YOUR GOAL
From the data below, return each line in which the string "arct" is found.

───── DATA IN THIS EXERCISE

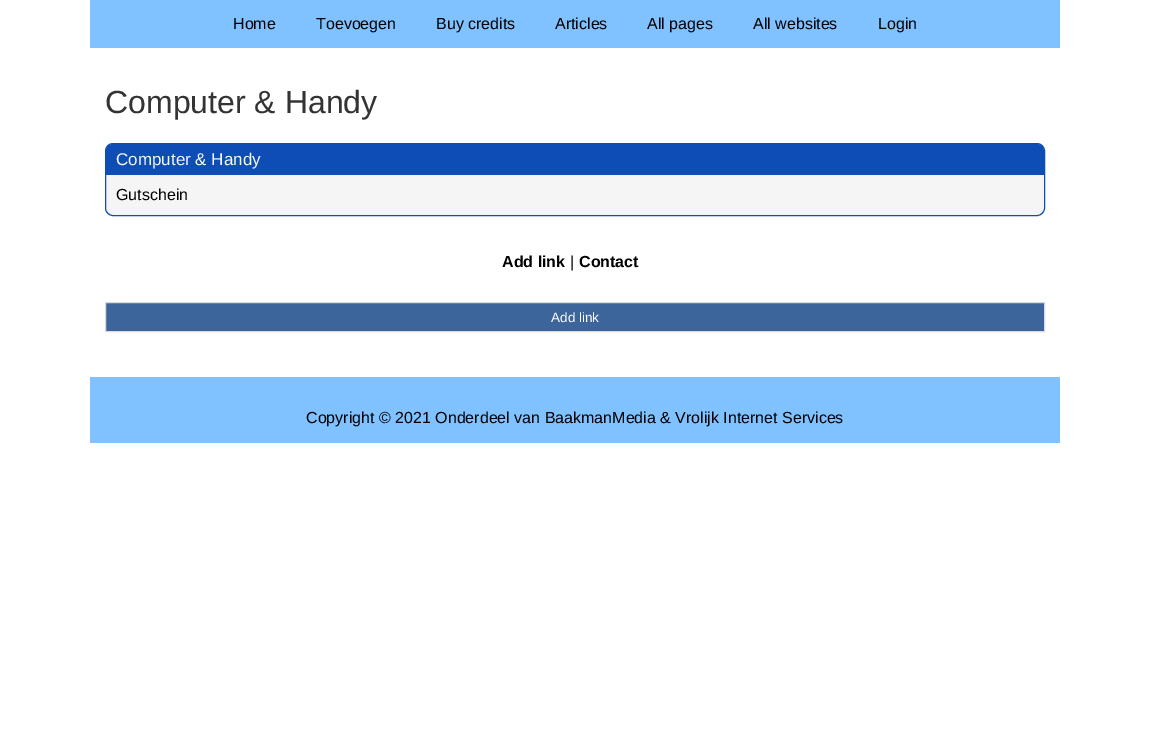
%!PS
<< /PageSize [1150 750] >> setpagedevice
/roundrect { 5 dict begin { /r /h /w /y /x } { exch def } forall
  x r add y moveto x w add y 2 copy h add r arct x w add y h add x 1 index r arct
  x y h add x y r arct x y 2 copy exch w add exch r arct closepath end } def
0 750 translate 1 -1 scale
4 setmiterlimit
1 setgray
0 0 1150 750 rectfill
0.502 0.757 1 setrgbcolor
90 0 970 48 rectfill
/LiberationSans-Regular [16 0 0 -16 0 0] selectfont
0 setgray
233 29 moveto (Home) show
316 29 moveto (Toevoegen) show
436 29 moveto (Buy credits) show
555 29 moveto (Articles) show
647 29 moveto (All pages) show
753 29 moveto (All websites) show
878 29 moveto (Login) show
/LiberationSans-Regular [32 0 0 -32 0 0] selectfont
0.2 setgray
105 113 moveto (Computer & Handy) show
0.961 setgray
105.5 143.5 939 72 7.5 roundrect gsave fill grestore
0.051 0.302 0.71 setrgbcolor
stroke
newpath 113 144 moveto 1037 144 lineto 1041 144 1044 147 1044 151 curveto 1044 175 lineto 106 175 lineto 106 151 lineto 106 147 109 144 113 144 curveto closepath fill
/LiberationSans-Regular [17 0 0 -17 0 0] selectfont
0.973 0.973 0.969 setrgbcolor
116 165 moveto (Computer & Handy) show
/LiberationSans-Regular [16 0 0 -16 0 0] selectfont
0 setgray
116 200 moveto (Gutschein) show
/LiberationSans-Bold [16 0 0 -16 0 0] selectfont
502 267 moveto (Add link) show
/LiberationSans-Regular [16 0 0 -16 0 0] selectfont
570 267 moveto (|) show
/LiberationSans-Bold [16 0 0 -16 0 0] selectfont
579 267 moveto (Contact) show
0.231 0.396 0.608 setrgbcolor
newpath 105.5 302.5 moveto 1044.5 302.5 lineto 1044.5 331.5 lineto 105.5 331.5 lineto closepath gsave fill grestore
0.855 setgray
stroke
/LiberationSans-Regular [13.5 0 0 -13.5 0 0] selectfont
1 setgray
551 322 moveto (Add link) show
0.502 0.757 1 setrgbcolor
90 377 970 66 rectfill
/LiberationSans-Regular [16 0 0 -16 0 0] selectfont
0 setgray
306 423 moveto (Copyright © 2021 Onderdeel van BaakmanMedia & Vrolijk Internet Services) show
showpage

──────────
───── DATA IN THIS EXERCISE

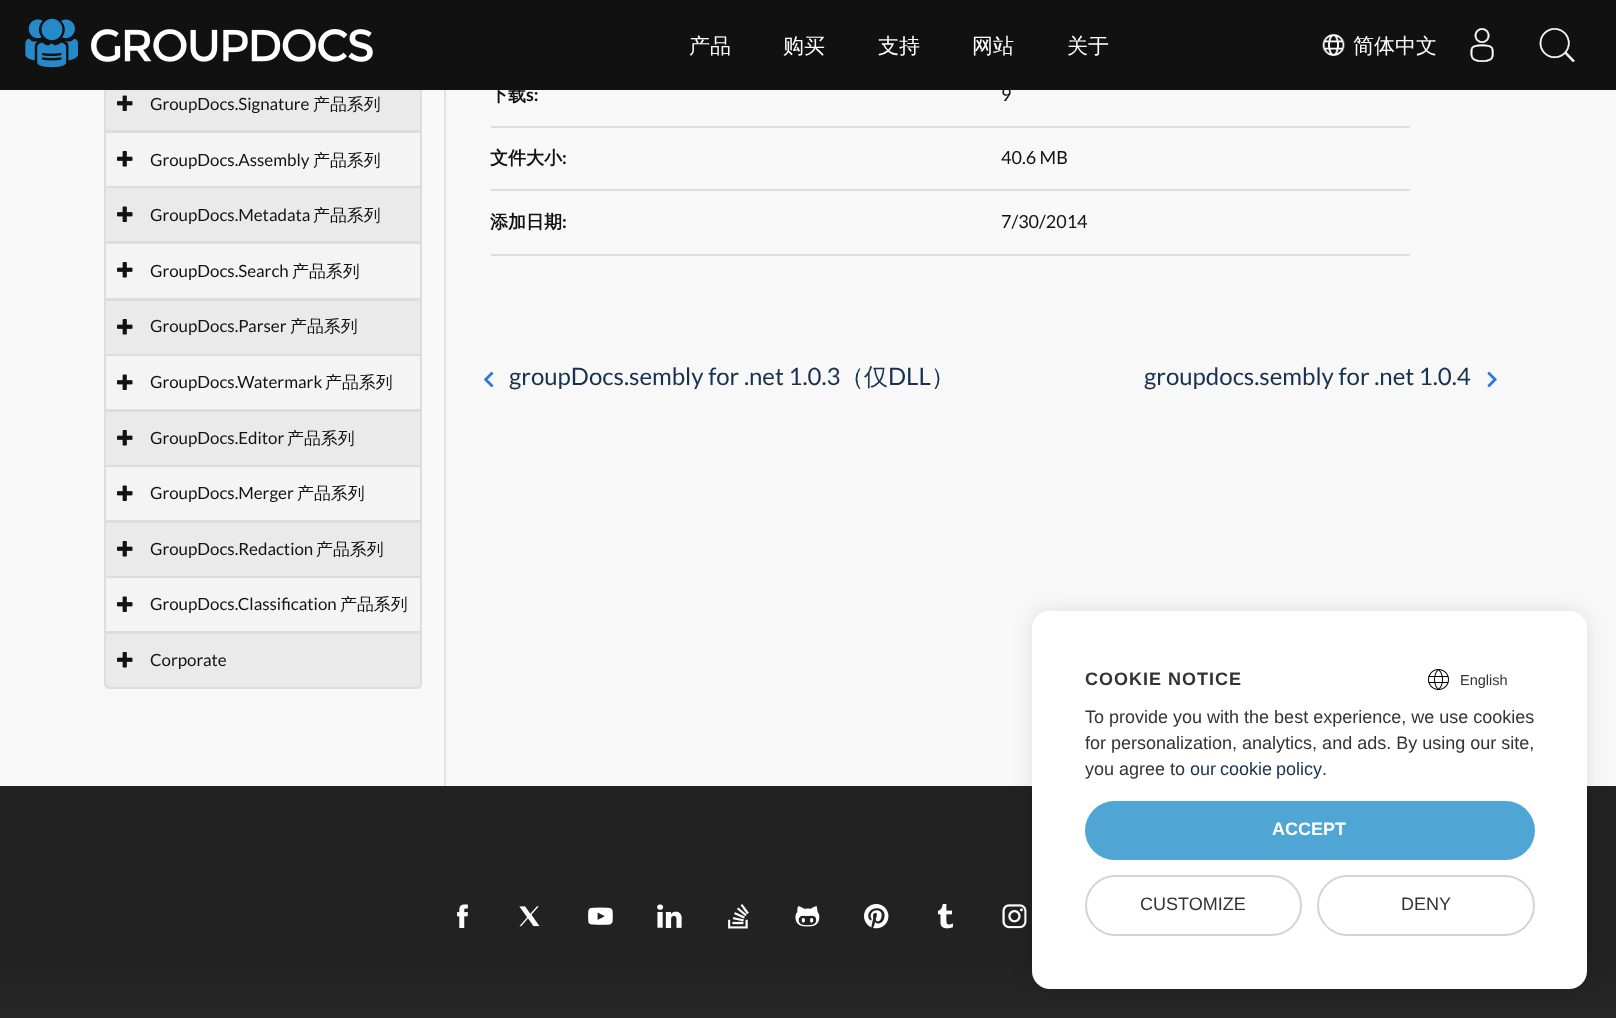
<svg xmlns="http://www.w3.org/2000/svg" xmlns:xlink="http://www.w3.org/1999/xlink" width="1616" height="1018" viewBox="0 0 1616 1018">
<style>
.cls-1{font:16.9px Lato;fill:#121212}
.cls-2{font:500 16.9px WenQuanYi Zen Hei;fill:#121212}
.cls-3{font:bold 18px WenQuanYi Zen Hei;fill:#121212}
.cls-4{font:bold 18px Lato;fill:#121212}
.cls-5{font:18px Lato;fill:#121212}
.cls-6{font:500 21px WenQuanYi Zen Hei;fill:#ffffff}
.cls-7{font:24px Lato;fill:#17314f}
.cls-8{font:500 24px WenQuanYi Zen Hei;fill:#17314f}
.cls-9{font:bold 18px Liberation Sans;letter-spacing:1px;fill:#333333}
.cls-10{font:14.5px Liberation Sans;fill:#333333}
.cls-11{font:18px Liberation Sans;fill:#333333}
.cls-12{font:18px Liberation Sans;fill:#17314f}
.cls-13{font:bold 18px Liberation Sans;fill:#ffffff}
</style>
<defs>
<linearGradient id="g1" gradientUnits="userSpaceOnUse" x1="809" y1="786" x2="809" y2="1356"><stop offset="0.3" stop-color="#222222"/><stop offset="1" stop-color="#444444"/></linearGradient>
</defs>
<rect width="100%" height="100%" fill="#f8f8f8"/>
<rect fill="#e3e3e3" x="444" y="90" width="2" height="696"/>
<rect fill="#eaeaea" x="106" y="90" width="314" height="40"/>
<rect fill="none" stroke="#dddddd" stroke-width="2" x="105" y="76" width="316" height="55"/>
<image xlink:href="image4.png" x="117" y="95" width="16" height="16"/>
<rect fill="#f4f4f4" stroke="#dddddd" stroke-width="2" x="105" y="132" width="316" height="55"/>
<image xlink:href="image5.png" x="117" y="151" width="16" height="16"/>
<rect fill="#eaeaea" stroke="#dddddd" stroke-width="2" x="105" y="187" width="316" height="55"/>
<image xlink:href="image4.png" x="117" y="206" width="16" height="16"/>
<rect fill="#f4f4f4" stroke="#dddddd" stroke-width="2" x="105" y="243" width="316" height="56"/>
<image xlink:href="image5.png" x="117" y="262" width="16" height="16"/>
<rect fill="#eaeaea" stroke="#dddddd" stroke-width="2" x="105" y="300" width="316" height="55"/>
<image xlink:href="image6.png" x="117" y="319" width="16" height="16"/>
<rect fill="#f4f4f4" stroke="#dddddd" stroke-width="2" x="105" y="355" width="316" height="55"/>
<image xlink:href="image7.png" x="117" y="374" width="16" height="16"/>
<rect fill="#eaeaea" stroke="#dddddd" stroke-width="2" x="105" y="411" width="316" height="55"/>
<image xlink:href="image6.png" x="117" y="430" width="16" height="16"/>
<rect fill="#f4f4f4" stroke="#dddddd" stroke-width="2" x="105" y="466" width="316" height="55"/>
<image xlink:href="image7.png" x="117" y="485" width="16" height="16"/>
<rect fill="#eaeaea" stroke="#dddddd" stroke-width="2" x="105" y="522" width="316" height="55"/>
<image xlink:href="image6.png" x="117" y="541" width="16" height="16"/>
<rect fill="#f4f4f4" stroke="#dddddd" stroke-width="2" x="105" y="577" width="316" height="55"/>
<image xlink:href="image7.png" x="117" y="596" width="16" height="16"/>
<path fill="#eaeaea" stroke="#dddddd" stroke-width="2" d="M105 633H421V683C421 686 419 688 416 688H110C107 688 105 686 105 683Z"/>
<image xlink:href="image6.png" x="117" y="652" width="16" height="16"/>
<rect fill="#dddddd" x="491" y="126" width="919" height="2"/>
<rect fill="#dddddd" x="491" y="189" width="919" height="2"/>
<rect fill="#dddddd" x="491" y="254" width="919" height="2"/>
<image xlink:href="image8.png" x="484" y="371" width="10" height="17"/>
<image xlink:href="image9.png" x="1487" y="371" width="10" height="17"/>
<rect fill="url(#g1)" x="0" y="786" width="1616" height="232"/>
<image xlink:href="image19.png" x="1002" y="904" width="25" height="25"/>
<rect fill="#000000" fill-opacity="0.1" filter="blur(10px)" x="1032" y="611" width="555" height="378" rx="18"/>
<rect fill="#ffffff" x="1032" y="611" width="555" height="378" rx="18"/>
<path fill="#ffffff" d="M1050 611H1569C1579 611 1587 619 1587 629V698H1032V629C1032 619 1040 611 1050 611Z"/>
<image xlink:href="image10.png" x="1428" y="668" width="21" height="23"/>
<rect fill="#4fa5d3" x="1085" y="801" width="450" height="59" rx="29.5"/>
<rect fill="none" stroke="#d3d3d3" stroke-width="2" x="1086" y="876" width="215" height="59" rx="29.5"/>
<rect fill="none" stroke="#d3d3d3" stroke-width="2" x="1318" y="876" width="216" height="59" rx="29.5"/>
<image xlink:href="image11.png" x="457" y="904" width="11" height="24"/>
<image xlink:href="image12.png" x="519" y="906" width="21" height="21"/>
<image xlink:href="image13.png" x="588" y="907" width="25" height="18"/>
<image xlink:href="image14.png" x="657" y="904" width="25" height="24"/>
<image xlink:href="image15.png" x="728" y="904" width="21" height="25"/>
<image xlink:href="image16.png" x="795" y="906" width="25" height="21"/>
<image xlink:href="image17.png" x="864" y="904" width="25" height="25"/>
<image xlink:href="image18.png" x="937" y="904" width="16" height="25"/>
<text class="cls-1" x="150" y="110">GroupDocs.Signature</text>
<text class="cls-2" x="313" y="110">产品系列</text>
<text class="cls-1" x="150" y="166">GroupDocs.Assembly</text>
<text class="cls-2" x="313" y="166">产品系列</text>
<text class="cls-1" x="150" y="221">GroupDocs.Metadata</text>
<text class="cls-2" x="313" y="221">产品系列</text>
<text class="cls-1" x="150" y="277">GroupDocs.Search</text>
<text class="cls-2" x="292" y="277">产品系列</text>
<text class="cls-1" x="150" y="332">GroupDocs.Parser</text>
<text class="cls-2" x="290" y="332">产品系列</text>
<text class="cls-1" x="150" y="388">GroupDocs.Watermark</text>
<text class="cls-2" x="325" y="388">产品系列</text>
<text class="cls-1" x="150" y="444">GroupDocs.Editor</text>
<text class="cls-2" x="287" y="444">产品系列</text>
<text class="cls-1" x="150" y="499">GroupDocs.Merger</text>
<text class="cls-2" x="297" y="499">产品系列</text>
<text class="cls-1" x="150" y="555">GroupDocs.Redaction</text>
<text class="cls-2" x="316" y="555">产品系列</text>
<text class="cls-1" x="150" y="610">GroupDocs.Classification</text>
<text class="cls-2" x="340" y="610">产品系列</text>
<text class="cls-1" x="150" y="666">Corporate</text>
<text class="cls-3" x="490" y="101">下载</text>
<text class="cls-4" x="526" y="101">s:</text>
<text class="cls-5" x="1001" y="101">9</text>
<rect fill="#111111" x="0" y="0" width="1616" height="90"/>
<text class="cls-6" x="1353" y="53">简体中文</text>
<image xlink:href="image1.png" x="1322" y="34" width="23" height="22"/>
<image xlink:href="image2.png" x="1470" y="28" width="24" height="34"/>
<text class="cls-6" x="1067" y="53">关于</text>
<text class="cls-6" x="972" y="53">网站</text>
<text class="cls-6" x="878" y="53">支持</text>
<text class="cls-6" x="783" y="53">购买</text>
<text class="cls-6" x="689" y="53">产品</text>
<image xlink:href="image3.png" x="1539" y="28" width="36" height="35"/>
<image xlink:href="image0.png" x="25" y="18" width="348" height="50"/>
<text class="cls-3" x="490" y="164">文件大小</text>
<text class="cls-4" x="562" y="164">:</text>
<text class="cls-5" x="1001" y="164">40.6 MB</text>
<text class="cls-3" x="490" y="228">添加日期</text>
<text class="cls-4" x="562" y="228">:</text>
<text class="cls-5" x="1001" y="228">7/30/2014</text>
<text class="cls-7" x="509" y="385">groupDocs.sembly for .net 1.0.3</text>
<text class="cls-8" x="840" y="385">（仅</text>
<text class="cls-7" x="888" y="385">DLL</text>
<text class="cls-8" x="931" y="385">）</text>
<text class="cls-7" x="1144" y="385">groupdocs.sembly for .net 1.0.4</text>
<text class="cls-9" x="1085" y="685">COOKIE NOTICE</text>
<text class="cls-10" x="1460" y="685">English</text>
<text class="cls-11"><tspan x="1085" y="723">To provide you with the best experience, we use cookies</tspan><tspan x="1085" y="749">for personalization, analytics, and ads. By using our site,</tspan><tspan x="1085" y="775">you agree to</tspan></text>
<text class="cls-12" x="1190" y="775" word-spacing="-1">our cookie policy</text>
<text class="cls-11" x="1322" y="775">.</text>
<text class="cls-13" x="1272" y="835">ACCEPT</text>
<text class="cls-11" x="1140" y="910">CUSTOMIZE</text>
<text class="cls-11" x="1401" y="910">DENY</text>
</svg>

──────────

RESULT OF THE EXERCISE
  x r add y moveto x w add y 2 copy h add r arct x w add y h add x 1 index r arct
  x y h add x y r arct x y 2 copy exch w add exch r arct closepath end } def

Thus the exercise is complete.